Your goal
Search the data for the string "Write" and copy each line in which it appears.

Stored data:
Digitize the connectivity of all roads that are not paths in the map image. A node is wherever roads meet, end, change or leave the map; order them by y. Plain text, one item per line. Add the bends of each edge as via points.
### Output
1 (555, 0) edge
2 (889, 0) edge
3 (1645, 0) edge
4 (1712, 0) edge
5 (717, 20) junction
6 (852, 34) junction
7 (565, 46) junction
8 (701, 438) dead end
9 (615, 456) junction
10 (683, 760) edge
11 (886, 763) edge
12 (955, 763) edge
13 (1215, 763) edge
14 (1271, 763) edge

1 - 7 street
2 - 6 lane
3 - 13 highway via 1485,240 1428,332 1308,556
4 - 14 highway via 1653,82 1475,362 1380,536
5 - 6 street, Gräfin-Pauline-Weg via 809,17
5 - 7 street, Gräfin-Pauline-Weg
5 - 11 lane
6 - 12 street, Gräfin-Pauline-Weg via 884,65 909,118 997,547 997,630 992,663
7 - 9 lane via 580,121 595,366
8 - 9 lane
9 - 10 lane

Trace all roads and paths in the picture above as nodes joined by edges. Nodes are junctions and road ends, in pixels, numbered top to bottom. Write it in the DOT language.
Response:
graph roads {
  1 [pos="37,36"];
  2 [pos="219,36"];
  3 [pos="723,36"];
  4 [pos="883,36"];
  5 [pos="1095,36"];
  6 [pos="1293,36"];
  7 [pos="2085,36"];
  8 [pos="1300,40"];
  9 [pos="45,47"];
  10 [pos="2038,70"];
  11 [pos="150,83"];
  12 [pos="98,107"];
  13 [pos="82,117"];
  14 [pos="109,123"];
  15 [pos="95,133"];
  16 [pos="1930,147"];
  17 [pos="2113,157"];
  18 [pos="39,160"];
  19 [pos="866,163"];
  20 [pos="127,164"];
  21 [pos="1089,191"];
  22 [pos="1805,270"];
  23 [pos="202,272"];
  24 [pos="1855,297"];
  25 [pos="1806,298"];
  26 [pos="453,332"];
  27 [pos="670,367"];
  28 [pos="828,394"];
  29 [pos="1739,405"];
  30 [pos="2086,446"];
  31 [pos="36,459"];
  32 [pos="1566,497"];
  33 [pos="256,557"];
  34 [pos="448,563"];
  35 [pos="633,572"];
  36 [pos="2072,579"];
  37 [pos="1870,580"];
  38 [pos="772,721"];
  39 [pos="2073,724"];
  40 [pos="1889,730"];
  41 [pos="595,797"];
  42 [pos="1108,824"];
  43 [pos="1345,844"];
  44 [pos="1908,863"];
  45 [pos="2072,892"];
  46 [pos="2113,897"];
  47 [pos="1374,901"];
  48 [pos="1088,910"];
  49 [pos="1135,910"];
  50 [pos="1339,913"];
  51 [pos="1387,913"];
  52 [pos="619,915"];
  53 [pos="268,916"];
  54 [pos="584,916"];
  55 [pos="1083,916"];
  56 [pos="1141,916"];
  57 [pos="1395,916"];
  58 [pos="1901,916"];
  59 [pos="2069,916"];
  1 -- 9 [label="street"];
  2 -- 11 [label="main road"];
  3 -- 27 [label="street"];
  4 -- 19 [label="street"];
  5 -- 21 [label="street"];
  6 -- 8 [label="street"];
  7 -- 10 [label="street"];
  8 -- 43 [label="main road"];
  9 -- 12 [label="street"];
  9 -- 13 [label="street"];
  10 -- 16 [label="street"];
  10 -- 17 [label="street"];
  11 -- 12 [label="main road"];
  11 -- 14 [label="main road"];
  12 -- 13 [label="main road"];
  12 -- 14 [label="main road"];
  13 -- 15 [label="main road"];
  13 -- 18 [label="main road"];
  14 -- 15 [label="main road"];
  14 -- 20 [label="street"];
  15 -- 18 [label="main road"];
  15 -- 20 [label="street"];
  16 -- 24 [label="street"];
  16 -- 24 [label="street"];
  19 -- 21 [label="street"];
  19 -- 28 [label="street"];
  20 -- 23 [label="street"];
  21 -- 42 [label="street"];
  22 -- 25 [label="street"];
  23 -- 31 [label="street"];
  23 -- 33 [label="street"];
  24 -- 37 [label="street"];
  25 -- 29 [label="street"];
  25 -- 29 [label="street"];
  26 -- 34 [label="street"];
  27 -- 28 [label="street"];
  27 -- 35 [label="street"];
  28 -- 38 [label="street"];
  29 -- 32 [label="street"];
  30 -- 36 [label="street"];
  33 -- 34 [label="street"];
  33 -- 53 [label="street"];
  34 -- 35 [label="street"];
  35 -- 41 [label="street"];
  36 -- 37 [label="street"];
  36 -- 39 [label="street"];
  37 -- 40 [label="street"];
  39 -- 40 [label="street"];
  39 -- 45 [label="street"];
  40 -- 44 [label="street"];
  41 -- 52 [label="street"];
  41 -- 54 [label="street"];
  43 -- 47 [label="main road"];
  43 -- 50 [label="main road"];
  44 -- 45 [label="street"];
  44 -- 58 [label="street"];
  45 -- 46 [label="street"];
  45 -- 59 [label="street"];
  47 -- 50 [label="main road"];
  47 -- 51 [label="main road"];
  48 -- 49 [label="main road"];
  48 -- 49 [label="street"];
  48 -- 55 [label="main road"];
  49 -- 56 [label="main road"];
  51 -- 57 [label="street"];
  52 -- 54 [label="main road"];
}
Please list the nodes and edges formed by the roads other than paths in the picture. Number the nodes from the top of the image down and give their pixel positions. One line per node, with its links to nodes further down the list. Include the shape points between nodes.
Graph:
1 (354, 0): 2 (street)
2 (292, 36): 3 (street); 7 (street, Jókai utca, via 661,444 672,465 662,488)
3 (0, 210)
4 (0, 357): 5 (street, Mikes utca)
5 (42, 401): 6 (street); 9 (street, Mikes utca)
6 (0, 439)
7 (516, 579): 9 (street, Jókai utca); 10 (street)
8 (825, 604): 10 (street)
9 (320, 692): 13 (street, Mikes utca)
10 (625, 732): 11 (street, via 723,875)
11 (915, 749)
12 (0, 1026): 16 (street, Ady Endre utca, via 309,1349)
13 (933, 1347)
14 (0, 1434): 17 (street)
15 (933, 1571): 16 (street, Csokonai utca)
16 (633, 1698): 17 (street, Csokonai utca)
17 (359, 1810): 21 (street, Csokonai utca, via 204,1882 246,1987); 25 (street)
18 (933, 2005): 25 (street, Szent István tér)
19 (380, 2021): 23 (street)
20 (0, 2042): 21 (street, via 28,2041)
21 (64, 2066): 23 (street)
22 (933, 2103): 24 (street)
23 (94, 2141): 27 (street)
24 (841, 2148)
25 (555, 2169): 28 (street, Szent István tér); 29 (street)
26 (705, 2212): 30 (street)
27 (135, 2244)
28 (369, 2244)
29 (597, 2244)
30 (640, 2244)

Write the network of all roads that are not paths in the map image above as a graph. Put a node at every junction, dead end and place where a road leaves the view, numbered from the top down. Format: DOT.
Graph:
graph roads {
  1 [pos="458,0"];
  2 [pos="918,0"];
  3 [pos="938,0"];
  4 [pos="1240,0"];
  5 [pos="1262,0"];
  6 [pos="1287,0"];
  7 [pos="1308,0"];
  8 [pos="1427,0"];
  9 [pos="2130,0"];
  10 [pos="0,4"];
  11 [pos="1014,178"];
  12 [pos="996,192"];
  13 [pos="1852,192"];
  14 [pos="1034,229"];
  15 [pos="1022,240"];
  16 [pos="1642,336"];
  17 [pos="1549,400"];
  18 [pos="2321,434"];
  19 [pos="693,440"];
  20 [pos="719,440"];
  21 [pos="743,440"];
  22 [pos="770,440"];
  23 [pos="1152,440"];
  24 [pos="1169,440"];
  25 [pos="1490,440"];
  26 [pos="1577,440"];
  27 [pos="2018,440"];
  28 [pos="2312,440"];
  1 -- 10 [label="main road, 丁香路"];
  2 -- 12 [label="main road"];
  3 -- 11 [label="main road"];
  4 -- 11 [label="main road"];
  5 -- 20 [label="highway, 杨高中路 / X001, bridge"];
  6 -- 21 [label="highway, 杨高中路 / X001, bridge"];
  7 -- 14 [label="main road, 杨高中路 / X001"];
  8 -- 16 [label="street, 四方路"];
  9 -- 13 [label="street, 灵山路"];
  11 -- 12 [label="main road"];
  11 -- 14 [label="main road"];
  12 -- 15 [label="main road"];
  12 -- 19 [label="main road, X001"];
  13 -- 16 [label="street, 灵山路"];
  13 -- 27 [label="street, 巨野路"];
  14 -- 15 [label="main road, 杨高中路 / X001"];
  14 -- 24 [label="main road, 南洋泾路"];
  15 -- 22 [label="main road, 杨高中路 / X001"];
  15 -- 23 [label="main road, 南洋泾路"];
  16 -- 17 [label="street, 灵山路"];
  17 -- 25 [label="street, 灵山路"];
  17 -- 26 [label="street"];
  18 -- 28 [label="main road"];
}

Exercise result
Trace all roads and paths in the picture above as nodes joined by edges. Nodes are junctions and road ends, in pixels, numbered top to bottom. Write it in the DOT language.
Write the network of all roads that are not paths in the map image above as a graph. Put a node at every junction, dead end and place where a road leaves the view, numbered from the top down. Format: DOT.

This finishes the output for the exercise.